The potential here is astronomical.  A fictional character that represents the writer’s ideals comes to life: a perfect metaphor for the writing process and what writing fiction does to a writer, how real characters become, how their lives become part of yours.  Soon, though, the relationship (as it must) begins to resemble a real relationship, which irks Calvin a bit.  Ruby doesn’t always agree with him.  Sometimes she’s too tired to have sex.  She wants to spend time with his family whereas he would rather pretend they don’t exist.  When Calvin finally breaks out the typewriter to tweak Ruby’s behavior (which yields catastrophic results), the film becomes less a metaphor and more a commentary on idealism and a cautionary tale about being controlling in a relationship.  At this point, the film’s structure becomes disappointingly formulaic: we know he will eventually tell her she’s fictional.  We know she’ll react badly.  We know he’ll write a book about it, which will be an incredible success.  We know he’ll run into Ruby again at the end and try to reignite the relationship in the wake of multiple epiphanies.  In this way, the story becomes predictable, all but abandons its metaphor and what appear to be its original intentions, and the final scene, while sweet, is actually a carbon copy of the final scene of Charlie Kaufman’s Eternal Sunshine of the Spotless Mind.

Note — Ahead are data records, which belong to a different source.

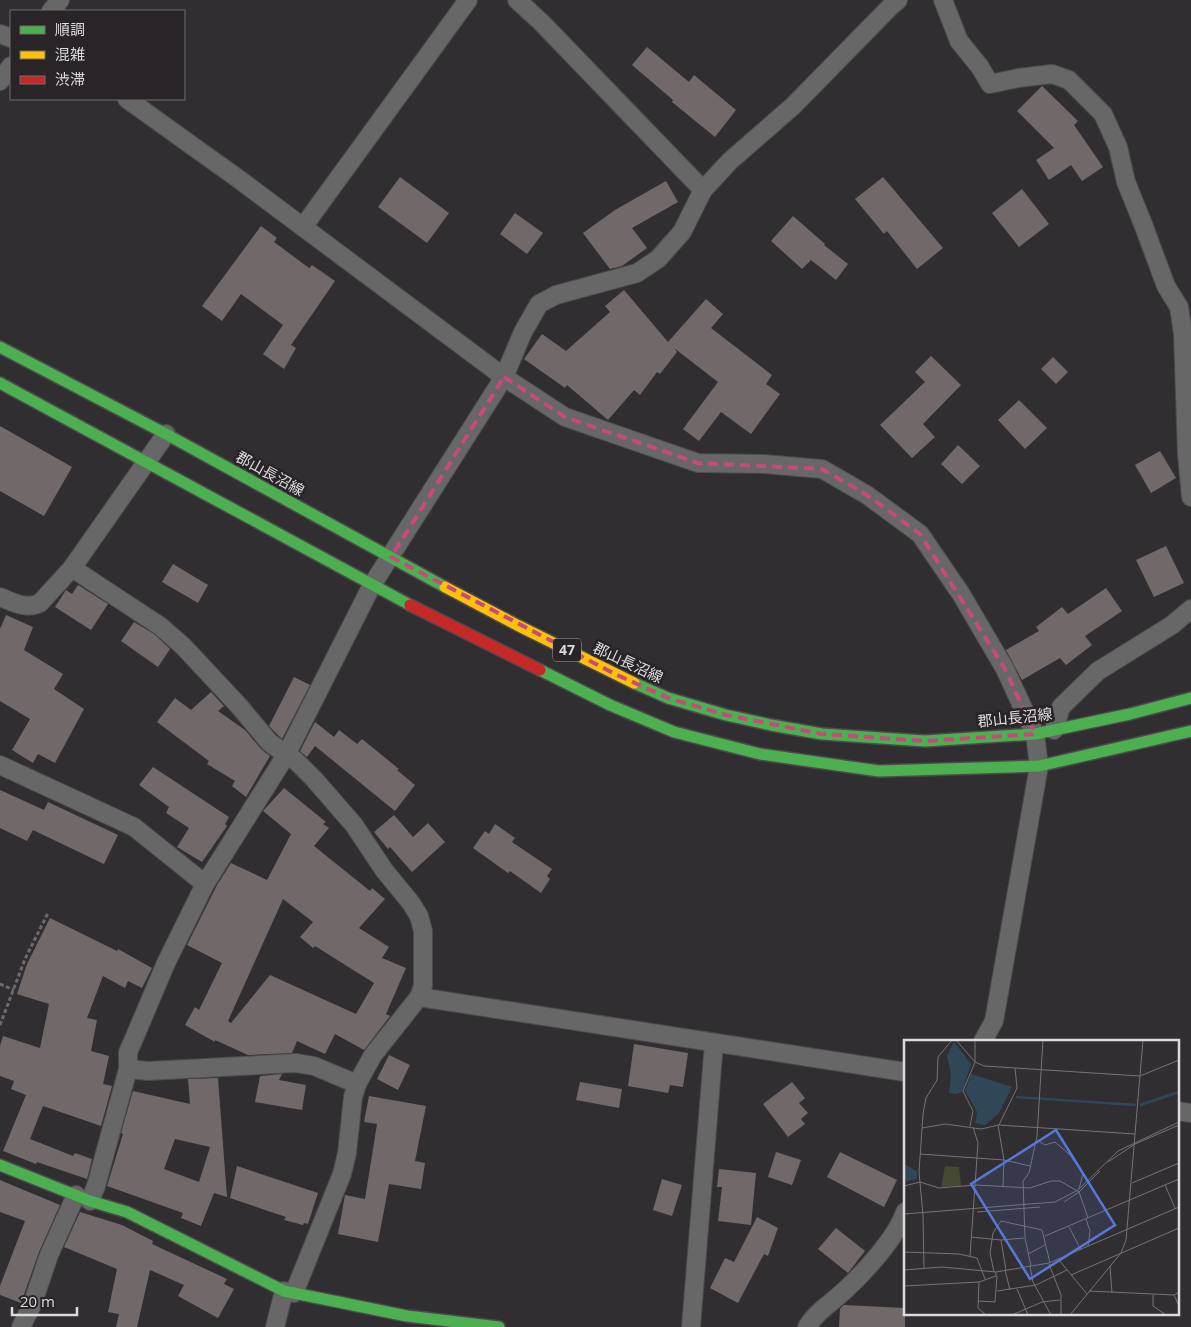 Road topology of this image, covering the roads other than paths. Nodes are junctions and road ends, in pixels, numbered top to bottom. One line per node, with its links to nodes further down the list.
1 (60, 0): 6 (street)
2 (468, 0): 11 (street)
3 (517, 0): 10 (street)
4 (898, 0): 10 (street)
5 (943, 0): 17 (street)
6 (52, 10)
7 (10, 67): 8 (street)
8 (0, 81)
9 (127, 100): 11 (street)
10 (703, 190): 13 (street)
11 (303, 227): 13 (street)
12 (0, 347): 15 (main road, 郡山長沼線 / 47)
13 (504, 377): 18 (street); 26 (street)
14 (0, 383): 16 (main road, 47)
15 (166, 434): 16 (street); 18 (main road, 郡山長沼線 / 47)
16 (146, 461): 19 (street); 20 (main road, 47)
17 (1191, 497)
18 (391, 557): 20 (street); 26 (main road, 郡山長沼線 / 47)
19 (72, 568): 21 (street); 27 (street)
20 (372, 585): 27 (street); 29 (main road, 47)
21 (0, 597)
22 (1191, 608): 24 (street)
23 (1191, 698): 24 (main road, 郡山長沼線 / 47)
24 (1054, 730): 26 (main road, 郡山長沼線 / 47)
25 (1191, 731): 29 (main road, 47)
26 (1035, 734): 29 (street)
27 (286, 755): 30 (street); 31 (street)
28 (0, 766): 30 (street)
29 (1038, 766): 32 (street)
30 (205, 884): 34 (street)
31 (419, 997): 33 (street); 36 (street)
32 (984, 1040)
33 (714, 1042): 35 (street); 47 (street)
34 (128, 1069): 36 (street); 40 (street)
35 (904, 1072)
36 (357, 1084): 42 (street)
37 (1178, 1111): 38 (street)
38 (1191, 1113)
39 (0, 1165): 40 (main road)
40 (83, 1198): 42 (main road); 44 (street)
41 (904, 1214): 48 (street)
42 (289, 1292): 43 (main road); 45 (street)
43 (408, 1322): 46 (main road)
44 (21, 1327)
45 (275, 1327)
46 (500, 1327)
47 (691, 1327)
48 (807, 1327)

The performances keep things together.  Paul Dano doesn’t get enough work in lead roles, and this one, if inserted into a more intellectually-sound movie, would be Oscar worthy.  Kazan is lustrous as Ruby, though I get the feeling she wrote a few scenes (namely one in which Calvin speed-writes to make her do a dozen different wacky things) to show off her own acting chops – not that I blame her for taking the opportunity.  Steve Coogan appears as yet another evil sleazeball, and a scene in which he attempts to seduce Ruby in a swimming pool is more mustache-twirly than anything Bane does in The Dark Knight Rises.  Antonio Banderas makes an appearance as Mort, Calvin’s stepdad, who carves furniture with a chainsaw and tries very hard to bond with the aloof Calvin (one of the film’s more inspired character relationships, despite the little time it’s given).  I was most excited to see Elliott Gould (my favorite private-eye actor) in another good role at a healthy 73 years old.

The writing life isn’t like this.  Even successful writers (that is to say, writers who have a consistent output and who are respected in the literary community; not hacks, sell-outs, and flashes-in-the-pan making a killing off of stale, derivative Y.A.) aren’t giving readings at packed theatres, likely not even writers like Jennifer Egan, who won the Pulitzer last year for A Visit From the Goon Squad.  Additionally (and this is a problem every movie about writing has), the small bits of Calvin’s writing we actually get to hear aren’t good.  Again, the layman doesn’t know the difference and probably isn’t even giving thought to the quality of the writing (hell, the average reader doesn’t even do that), but Kazan could have set aside the self-indulgence for a moment and hired a prose writer to pen the passage of Calvin’s writing we hear at the end.  Might I also add that I could not get past Calvin’s (Kazan’s) decision to name the dog after F. Scott Fizgerald, “one of the greatest novel writers ever.”  A writer of Calvin’s apparent depth would be more likely to name a pet after a character, not an author, though Ruby’s assessment of Calvin’s naming choice adds a certain charm to the whole thing.  If you want to see what weird, reclusive writers actually name their pets, look up the name of H.P. Lovecraft’s cat.  Don’t say I didn’t warn you.

I really enjoyed this movie.  I loved the initial concept, most of the characters, and their inspired attempts to live with each other.  Its potential and risk-taking are miles above something like The Bourne Legacy, but I tend to be harsher when something with so much pretense of intellect and promise of big payoff falls slightly short of the goal (or, in any case, what I believe its goal should be), especially when it’s so close to home.